A Few Good Clauses: Comparing LLMs vs Domain-Trained Small Language Models on Structured Contract Extraction

几条好条款：对比大语言模型与领域训练小语言模型在结构化合同提取中的表现

Abstract: This paper evaluates whether a domain trained Small Language Model (SLM) can outperform frontier Large Language Models on structured contract extraction at radically lower cost. 摘要： 本文旨在评估经过领域训练的小语言模型（SLM）是否能在结构化合同提取任务中，以极低的成本超越前沿大语言模型（LLM）。

We test Olava Extract, a self-hosted legal domain Mixture of Experts model, against five frontier models. Olava Extract achieved the strongest aggregate performance in the study, with a macro F1 of 0.812 and a micro F1 of 0.842, while reducing inference cost by 78% to 97% compared with the frontier models tested. 我们测试了 Olava Extract——一种自托管的法律领域专家混合模型（Mixture of Experts），并将其与五种前沿模型进行了对比。研究显示，Olava Extract 取得了最强的综合表现，其宏观 F1 分数为 0.812，微观 F1 分数为 0.842，同时将推理成本较所测试的前沿模型降低了 78% 至 97%。
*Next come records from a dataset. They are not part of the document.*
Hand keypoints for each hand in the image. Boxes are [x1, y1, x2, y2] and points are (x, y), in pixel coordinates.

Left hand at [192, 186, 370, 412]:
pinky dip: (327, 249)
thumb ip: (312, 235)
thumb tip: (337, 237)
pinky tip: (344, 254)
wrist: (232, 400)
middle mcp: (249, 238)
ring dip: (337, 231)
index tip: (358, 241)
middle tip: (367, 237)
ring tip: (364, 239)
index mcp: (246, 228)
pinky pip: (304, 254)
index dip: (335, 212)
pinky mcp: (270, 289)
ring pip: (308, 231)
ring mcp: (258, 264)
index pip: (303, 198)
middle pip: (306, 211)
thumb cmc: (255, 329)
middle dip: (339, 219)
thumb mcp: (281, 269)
It also achieved the highest precision scores, producing fewer hallucinated and unsupported extractions, an important distinction in legal workflows where hallucinations create operational risk and downstream review burden. 它还获得了最高的精确度得分，产生的幻觉和无依据提取内容更少。在法律工作流程中，这一点至关重要，因为幻觉会带来运营风险并增加后续审查的负担。
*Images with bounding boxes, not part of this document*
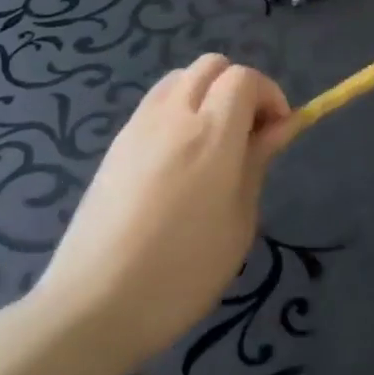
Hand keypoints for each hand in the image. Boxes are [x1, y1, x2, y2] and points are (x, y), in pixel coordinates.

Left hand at [35, 55, 291, 367]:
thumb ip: (257, 161)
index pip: (244, 78)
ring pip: (179, 79)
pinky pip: (154, 105)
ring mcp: (137, 130)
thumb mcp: (239, 219)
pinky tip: (181, 159)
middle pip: (211, 66)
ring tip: (215, 142)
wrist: (92, 308)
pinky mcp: (114, 148)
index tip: (278, 131)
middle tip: (249, 132)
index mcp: (211, 134)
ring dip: (206, 95)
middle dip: (239, 87)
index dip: (269, 95)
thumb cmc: (184, 270)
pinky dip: (178, 112)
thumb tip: (280, 125)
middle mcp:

The findings show that high-performing, human-comparable legal AI no longer requires the largest externally hosted models. More broadly, they challenge the assumption that commercially valuable enterprise AI capability must remain tied to ever larger models, massive infrastructure expenditure, and centrally hosted providers. 研究结果表明，高性能且可媲美人类水平的法律 AI 不再依赖于规模最大的外部托管模型。从更广泛的意义上讲，这些发现挑战了一种假设，即具有商业价值的企业级 AI 能力必须绑定在不断扩大的模型、巨额的基础设施支出以及中心化的托管服务商之上。